[[ Data for review open ]]

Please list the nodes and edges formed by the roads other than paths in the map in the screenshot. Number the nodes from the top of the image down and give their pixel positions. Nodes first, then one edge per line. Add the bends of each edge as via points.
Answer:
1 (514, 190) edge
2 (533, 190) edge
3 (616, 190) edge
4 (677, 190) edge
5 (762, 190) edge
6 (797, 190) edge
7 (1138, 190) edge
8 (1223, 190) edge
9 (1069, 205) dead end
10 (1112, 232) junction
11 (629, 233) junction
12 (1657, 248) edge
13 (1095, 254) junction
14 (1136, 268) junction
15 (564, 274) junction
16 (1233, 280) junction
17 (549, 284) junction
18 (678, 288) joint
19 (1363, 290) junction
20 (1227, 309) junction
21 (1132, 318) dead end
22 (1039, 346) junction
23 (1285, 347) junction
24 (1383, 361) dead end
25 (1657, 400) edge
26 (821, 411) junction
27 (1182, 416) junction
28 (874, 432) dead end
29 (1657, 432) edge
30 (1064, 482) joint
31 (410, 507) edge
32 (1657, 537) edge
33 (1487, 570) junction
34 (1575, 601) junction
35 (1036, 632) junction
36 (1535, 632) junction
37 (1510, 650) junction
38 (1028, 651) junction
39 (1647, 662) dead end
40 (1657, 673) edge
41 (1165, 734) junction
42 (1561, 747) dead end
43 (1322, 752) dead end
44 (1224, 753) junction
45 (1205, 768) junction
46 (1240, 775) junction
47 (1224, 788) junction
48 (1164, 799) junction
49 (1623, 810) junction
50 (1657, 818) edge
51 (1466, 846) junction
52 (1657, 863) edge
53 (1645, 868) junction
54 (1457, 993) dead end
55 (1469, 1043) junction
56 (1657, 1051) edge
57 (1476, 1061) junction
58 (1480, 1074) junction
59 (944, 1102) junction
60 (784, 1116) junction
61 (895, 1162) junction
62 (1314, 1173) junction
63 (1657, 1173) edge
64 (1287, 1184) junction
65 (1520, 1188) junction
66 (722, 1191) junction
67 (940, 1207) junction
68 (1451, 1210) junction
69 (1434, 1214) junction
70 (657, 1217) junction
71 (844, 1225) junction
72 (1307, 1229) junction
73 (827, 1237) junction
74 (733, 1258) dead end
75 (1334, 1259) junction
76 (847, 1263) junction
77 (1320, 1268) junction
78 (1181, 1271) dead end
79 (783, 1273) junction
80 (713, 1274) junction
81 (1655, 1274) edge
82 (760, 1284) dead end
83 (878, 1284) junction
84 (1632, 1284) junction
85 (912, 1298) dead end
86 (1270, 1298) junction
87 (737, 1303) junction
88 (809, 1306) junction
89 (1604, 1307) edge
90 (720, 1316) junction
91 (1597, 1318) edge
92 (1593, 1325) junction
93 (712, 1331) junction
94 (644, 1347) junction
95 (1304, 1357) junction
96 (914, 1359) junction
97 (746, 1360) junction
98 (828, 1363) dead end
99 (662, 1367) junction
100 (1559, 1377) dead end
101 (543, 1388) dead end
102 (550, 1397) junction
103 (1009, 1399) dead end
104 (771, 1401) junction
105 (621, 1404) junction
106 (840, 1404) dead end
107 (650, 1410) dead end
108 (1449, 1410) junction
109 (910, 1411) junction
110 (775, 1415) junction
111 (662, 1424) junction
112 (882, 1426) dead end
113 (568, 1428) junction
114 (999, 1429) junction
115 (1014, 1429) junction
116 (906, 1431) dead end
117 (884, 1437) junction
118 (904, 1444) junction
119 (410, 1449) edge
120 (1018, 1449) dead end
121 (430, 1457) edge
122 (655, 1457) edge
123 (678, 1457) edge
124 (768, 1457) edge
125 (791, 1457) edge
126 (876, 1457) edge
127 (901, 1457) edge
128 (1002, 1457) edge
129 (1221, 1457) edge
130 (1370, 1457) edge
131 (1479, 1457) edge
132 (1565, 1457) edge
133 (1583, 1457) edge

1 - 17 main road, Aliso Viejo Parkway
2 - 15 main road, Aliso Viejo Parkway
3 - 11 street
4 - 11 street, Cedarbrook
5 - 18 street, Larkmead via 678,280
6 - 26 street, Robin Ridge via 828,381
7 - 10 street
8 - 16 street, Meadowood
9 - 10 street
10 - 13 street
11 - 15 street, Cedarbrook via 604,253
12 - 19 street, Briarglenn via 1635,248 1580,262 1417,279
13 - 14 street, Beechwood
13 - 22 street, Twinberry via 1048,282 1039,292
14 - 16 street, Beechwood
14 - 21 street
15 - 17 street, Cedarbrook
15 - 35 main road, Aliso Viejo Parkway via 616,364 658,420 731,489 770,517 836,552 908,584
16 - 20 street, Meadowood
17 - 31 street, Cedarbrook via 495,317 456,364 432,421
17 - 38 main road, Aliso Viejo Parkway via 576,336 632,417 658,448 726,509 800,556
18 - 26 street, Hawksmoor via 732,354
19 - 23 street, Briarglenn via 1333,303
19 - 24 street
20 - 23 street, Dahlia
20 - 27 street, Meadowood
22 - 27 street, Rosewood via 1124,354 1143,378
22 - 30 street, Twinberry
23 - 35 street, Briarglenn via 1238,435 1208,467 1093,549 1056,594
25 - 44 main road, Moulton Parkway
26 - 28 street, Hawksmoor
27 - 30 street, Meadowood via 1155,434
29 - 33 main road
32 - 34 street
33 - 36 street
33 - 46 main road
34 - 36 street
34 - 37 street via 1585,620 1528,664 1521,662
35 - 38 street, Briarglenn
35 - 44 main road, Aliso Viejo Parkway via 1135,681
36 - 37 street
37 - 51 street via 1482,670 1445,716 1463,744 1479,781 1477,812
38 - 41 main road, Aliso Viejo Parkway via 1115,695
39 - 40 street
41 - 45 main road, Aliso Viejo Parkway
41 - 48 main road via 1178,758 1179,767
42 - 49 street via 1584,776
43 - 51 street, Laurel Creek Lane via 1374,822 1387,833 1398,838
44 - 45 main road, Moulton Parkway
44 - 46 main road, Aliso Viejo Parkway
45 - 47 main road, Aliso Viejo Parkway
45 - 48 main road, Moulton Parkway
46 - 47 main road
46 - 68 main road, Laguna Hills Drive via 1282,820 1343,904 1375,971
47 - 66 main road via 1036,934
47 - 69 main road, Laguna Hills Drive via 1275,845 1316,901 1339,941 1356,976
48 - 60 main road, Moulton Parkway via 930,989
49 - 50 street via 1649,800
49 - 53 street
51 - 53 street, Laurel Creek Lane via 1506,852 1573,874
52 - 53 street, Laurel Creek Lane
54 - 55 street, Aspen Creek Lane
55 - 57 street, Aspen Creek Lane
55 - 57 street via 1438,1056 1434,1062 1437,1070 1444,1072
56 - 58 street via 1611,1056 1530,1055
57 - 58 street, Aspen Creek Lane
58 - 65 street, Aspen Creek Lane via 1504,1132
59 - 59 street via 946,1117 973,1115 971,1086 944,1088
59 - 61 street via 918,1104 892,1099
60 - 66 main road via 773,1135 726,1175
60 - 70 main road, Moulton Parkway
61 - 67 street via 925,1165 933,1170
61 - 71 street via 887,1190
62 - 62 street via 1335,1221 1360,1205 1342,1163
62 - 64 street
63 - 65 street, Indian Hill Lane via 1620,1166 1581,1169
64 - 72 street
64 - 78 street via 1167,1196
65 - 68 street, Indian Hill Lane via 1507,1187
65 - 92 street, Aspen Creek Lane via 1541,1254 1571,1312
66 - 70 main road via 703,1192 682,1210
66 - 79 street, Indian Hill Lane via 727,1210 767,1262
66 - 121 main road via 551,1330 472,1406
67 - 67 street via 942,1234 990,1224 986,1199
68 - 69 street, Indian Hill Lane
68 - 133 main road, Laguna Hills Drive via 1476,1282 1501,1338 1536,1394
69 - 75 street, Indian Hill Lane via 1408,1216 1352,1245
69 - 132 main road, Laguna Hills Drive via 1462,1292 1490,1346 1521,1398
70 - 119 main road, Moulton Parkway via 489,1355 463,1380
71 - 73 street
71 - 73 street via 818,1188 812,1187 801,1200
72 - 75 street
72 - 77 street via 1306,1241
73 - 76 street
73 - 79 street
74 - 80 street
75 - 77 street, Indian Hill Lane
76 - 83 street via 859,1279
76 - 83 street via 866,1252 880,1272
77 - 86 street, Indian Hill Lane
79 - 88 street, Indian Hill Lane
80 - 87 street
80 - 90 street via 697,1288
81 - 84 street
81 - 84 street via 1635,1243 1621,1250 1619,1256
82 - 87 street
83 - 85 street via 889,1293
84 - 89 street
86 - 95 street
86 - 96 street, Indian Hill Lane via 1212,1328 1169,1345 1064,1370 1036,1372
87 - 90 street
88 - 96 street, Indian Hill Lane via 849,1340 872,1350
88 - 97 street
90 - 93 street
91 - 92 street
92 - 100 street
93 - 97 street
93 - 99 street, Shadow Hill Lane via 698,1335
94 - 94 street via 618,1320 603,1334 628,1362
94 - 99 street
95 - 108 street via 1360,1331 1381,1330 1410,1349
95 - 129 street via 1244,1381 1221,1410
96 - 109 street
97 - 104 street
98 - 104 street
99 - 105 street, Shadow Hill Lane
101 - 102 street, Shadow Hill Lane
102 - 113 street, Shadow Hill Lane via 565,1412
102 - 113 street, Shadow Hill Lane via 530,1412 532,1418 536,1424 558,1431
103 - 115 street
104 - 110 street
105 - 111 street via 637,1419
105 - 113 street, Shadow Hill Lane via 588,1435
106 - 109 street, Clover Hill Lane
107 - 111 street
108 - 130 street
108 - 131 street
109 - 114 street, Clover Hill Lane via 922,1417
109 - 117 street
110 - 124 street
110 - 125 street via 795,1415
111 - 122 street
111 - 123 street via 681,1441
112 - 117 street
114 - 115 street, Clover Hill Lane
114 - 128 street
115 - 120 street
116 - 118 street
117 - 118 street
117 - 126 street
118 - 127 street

[[ Data for review closed ]]

> [Requirement]:
Number of lines above holding "Laurel"? Give that number alone.

> [Result of the exercise]:
3